Anonymous wrote:Anonymous wrote:It depends on the firm. Not doing any at Arnold & Porter while hoping to last in the litigation group would be... an error.
In comparison I don't think Quinn gives a single eff.
Really? Arnold & Porter?? I don't know the DC market as well as NYC but I've always thought the bigger/more reputable the firm was, the less time they wanted wasted on non billable work.
Anonymous wrote:Anonymous wrote:I'm a legal secretary to partners (who vote on which associates become partner) and can tell you that it's definitely noticed and taken into consideration. So if you're aiming to make partner, you should do more.
For two years I worked for the GC (who was also a partner) and a non-equity partner who was trying to make equity. In that time the Non-E had ONE pro bono client. It was one of many strikes against him.
If you're aiming to be rich and obnoxious and completely out of touch with the working class, then avoid pro bono at all costs.
Decide your priorities, and go from there.
Maybe at YOUR firm but this is far from universal. At my NYC firm, definitely looked down upon in litigation by the "important" partners -- the senior partners whose views matter. They view it as time that you're taking away from actual billable work for paying clients. And if you're too into pro bono -- like take on 1-2 matters per yr or more -- you are def viewed as NOT biglaw material -- bc they've had associates in the past who just didn't care about the financial/commercial work, so they'd load up on pro bono and then when asked to take a real case try to argue that they were too busy. Not saying everyone (or even most) would play that game, but bc enough people have played that game in the past -- if you're all into pro bono, you're seen as not hard charging enough to work with the hedge fund clients. Now if it's the kind of pro bono that gets you on TV, sure exceptions are made -- like DACA, travel ban etc. -- but for the day to day divorce or housing or whatever, not so much.
8th yr -- I've done one as a 2nd yr; hated it and was actually staffed on it thru junior associate assigning so I couldn't say no (bc the associate handling it was leaving the firm, so they had to make sure someone worked on it). About the same for my peers.
Anonymous wrote:Anonymous wrote:Anonymous wrote:Anonymous wrote:Anonymous wrote:Anonymous wrote:It depends on the firm. Not doing any at Arnold & Porter while hoping to last in the litigation group would be... an error.
In comparison I don't think Quinn gives a single eff.
Really? Arnold & Porter?? I don't know the DC market as well as NYC but I've always thought the bigger/more reputable the firm was, the less time they wanted wasted on non billable work.
In DC it is seen as reputation-enhancing, unlike in NY or London.
In NY its seen as profit-diluting. In London its not seen at all.
Got it. I definitely have the NYC mindset of -- why would anyone who wants to make partner do something profit diluting?? 7 yrs in NYC biglaw will do that to you.
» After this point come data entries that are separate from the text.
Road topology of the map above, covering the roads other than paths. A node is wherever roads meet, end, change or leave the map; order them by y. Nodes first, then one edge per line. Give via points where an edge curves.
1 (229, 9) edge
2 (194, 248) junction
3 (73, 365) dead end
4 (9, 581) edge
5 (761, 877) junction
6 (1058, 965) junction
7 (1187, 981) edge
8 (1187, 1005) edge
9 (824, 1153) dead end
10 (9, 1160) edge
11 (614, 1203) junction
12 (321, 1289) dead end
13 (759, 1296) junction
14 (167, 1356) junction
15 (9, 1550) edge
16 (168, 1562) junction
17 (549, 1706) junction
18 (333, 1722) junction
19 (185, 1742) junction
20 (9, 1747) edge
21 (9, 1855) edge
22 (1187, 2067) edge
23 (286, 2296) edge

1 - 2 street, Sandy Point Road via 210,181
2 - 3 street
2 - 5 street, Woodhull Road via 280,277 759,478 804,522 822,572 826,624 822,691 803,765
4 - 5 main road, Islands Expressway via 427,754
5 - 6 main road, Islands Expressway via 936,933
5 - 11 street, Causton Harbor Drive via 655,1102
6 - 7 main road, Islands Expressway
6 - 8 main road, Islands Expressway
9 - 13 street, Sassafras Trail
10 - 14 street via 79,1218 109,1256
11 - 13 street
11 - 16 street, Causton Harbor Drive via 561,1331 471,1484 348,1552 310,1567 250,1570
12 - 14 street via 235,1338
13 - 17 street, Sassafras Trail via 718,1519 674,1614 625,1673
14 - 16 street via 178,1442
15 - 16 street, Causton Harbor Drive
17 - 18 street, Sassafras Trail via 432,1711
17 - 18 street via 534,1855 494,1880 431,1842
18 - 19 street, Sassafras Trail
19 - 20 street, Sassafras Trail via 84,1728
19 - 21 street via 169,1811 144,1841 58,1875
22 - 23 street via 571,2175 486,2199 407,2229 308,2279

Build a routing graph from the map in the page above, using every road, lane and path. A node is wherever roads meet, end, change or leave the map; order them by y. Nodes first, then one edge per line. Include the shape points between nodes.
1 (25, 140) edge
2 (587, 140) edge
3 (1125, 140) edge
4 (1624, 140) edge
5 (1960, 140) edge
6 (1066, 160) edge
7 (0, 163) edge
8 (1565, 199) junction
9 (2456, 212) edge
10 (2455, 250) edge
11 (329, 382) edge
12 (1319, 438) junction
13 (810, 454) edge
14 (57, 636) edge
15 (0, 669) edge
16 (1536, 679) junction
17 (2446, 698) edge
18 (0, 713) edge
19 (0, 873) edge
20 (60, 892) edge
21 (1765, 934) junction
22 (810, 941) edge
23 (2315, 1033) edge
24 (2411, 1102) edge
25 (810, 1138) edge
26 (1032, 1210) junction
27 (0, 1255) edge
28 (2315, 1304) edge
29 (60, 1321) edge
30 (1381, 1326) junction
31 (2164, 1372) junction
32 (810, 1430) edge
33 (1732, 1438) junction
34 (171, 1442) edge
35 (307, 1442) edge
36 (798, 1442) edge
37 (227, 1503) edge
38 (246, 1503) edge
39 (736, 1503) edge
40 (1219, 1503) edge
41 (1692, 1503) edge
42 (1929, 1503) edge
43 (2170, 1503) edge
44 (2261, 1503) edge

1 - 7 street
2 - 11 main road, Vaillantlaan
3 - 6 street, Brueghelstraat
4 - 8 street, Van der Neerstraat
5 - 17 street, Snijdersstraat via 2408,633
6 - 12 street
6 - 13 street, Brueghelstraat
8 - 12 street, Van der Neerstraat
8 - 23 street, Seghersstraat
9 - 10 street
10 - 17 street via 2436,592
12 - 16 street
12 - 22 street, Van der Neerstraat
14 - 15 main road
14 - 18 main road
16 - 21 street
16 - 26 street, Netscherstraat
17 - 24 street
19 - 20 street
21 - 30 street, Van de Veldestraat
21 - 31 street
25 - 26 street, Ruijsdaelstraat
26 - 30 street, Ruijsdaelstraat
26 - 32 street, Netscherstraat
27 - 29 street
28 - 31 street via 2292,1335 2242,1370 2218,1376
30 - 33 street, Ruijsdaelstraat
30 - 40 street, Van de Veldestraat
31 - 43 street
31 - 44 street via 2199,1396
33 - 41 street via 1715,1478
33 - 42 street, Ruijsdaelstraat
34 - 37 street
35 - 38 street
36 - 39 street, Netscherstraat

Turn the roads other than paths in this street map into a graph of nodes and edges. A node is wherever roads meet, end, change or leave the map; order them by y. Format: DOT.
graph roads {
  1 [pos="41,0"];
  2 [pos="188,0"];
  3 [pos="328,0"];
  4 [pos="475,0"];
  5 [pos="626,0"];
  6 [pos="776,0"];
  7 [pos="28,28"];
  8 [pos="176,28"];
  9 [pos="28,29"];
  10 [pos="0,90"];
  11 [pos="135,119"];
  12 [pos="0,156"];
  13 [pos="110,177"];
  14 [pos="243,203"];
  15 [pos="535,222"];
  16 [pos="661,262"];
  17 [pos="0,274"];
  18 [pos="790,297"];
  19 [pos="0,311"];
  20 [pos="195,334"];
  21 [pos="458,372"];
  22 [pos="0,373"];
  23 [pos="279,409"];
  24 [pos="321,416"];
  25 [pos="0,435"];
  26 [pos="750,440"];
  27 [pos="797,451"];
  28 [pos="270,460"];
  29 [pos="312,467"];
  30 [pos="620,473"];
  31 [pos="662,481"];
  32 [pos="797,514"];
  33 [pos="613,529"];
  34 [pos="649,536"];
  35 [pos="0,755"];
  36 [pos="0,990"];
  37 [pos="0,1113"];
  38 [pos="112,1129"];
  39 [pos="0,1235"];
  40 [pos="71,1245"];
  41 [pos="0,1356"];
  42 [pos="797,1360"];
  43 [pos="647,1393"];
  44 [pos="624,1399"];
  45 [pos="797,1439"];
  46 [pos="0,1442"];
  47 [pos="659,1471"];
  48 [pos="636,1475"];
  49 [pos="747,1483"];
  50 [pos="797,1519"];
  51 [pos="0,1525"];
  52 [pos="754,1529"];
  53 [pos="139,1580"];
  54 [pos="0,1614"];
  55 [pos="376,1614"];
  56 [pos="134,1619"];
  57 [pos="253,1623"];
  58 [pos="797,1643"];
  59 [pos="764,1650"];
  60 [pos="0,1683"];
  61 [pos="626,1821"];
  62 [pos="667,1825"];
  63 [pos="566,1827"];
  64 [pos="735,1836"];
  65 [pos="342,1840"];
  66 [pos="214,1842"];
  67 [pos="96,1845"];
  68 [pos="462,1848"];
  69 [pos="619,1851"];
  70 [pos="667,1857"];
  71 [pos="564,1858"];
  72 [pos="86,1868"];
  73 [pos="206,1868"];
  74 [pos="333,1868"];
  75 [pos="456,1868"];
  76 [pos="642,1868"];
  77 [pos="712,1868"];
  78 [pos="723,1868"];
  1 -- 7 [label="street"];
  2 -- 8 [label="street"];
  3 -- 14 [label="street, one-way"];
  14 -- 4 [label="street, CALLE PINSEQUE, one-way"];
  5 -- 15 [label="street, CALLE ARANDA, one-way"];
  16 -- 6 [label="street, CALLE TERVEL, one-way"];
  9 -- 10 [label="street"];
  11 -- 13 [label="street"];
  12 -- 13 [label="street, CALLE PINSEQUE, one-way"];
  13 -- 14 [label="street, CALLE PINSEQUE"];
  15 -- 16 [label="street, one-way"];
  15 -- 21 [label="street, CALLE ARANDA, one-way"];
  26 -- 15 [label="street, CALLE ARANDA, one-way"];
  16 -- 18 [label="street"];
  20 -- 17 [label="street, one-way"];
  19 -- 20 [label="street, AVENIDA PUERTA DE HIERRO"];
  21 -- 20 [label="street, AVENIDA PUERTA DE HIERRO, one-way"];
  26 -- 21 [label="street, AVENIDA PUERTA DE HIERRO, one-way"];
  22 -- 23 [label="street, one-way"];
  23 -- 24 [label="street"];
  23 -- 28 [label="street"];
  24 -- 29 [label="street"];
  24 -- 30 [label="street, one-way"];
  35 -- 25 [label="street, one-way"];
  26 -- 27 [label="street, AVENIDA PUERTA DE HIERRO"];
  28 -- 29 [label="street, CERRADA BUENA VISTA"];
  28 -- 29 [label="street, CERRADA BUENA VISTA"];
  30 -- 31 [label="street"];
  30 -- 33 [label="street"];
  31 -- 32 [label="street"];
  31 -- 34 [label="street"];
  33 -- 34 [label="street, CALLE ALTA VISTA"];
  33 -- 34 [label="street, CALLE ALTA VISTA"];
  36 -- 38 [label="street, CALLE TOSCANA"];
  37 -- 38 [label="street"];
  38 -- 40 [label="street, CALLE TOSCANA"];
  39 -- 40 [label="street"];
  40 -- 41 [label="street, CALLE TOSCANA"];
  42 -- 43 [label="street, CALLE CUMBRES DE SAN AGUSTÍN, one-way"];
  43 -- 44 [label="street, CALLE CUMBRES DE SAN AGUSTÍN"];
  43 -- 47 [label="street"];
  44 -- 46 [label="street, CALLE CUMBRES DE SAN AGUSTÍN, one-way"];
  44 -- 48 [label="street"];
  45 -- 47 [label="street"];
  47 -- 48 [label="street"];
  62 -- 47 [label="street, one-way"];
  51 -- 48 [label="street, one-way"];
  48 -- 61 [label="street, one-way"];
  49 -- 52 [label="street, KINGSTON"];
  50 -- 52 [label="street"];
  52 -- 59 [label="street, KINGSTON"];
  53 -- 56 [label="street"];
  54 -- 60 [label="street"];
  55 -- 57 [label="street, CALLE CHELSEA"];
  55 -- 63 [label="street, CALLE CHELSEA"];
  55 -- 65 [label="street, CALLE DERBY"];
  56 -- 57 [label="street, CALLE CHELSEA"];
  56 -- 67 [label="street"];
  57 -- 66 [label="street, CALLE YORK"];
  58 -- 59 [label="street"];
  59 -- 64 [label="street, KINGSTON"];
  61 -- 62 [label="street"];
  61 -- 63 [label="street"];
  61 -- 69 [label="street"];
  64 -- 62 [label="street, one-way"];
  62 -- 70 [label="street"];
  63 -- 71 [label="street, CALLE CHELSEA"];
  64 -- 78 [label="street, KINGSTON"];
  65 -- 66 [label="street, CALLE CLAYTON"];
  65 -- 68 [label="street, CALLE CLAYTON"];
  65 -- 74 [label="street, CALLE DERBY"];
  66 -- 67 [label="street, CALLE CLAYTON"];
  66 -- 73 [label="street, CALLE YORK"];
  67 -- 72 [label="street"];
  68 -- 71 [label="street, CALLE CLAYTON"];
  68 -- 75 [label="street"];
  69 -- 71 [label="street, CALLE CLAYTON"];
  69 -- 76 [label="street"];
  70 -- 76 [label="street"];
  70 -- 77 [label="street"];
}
I didn't realize DC actually saw it as a positive thing.
I won't pretend DC is some kind of utopia, but it is very different culturally than NYC in this regard. I grew up in NYC but left as an adult because I hated the Gordon Gekko "Greed is Good" culture that seemed to permeate everything up there, even the charitable world. My experience has been that people in DC tend to be more committed to giving back as part of their everyday lives, as reflected by the number of people here who could make more in New York of elsewhere, but instead choose to earn less as public servants or by working for non-profit/public interest groups because they believe in the greater good of what they're doing. Law firm partners certainly do well here, but most of the ones I know do value pro bono work because they believe we should be using our skills to help those who most need them but can least afford them.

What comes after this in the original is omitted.